What you are asked to do> Each record must be printed exactly as given.
---+---
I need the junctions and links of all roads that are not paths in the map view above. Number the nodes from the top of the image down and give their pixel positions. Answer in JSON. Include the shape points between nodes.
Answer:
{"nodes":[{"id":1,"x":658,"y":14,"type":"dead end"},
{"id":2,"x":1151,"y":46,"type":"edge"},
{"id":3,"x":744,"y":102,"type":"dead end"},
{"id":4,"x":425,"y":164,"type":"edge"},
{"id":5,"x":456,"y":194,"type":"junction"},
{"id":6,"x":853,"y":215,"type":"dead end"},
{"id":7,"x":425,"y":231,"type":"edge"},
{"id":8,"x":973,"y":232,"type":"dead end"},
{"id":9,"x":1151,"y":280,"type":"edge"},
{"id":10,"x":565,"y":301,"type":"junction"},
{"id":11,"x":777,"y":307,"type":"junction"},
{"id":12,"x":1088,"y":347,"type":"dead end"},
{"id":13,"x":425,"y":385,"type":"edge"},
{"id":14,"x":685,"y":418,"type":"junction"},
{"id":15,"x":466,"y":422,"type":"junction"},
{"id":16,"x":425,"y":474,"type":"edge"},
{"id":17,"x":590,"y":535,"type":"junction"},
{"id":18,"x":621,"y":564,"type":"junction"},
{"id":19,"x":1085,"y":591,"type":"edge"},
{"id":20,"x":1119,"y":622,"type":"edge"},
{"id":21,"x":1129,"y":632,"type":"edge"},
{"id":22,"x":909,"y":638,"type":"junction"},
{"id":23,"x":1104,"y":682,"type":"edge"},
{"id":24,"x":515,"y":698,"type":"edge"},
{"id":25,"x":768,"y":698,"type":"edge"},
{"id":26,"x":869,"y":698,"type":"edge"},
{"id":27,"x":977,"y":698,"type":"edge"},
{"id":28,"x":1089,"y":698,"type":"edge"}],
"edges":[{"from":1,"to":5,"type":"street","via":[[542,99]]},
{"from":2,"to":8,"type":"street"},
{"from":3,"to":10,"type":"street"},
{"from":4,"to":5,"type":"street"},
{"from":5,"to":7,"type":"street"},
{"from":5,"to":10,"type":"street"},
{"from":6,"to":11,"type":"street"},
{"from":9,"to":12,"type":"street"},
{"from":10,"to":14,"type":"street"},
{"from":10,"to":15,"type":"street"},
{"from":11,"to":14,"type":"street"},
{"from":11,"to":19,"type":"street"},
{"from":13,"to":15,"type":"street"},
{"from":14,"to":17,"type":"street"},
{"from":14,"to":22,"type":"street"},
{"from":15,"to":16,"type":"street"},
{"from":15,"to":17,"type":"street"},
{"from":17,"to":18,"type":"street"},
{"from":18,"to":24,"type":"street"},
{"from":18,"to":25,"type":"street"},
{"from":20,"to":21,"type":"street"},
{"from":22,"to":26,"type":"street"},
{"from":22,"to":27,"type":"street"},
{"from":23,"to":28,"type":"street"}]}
---+---
Solution for this task>
I need the junctions and links of all roads that are not paths in the map view above. Number the nodes from the top of the image down and give their pixel positions. Answer in JSON. Include the shape points between nodes.
Answer:
{"nodes":[{"id":1,"x":658,"y":14,"type":"dead end"},
{"id":2,"x":1151,"y":46,"type":"edge"},
{"id":3,"x":744,"y":102,"type":"dead end"},
{"id":4,"x":425,"y":164,"type":"edge"},
{"id":5,"x":456,"y":194,"type":"junction"},
{"id":6,"x":853,"y":215,"type":"dead end"},
{"id":7,"x":425,"y":231,"type":"edge"},
{"id":8,"x":973,"y":232,"type":"dead end"},
{"id":9,"x":1151,"y":280,"type":"edge"},
{"id":10,"x":565,"y":301,"type":"junction"},
{"id":11,"x":777,"y":307,"type":"junction"},
{"id":12,"x":1088,"y":347,"type":"dead end"},
{"id":13,"x":425,"y":385,"type":"edge"},
{"id":14,"x":685,"y":418,"type":"junction"},
{"id":15,"x":466,"y":422,"type":"junction"},
{"id":16,"x":425,"y":474,"type":"edge"},
{"id":17,"x":590,"y":535,"type":"junction"},
{"id":18,"x":621,"y":564,"type":"junction"},
{"id":19,"x":1085,"y":591,"type":"edge"},
{"id":20,"x":1119,"y":622,"type":"edge"},
{"id":21,"x":1129,"y":632,"type":"edge"},
{"id":22,"x":909,"y":638,"type":"junction"},
{"id":23,"x":1104,"y":682,"type":"edge"},
{"id":24,"x":515,"y":698,"type":"edge"},
{"id":25,"x":768,"y":698,"type":"edge"},
{"id":26,"x":869,"y":698,"type":"edge"},
{"id":27,"x":977,"y":698,"type":"edge"},
{"id":28,"x":1089,"y":698,"type":"edge"}],
"edges":[{"from":1,"to":5,"type":"street","via":[[542,99]]},
{"from":2,"to":8,"type":"street"},
{"from":3,"to":10,"type":"street"},
{"from":4,"to":5,"type":"street"},
{"from":5,"to":7,"type":"street"},
{"from":5,"to":10,"type":"street"},
{"from":6,"to":11,"type":"street"},
{"from":9,"to":12,"type":"street"},
{"from":10,"to":14,"type":"street"},
{"from":10,"to":15,"type":"street"},
{"from":11,"to":14,"type":"street"},
{"from":11,"to":19,"type":"street"},
{"from":13,"to":15,"type":"street"},
{"from":14,"to":17,"type":"street"},
{"from":14,"to":22,"type":"street"},
{"from":15,"to":16,"type":"street"},
{"from":15,"to":17,"type":"street"},
{"from":17,"to":18,"type":"street"},
{"from":18,"to":24,"type":"street"},
{"from":18,"to":25,"type":"street"},
{"from":20,"to":21,"type":"street"},
{"from":22,"to":26,"type":"street"},
{"from":22,"to":27,"type":"street"},
{"from":23,"to":28,"type":"street"}]}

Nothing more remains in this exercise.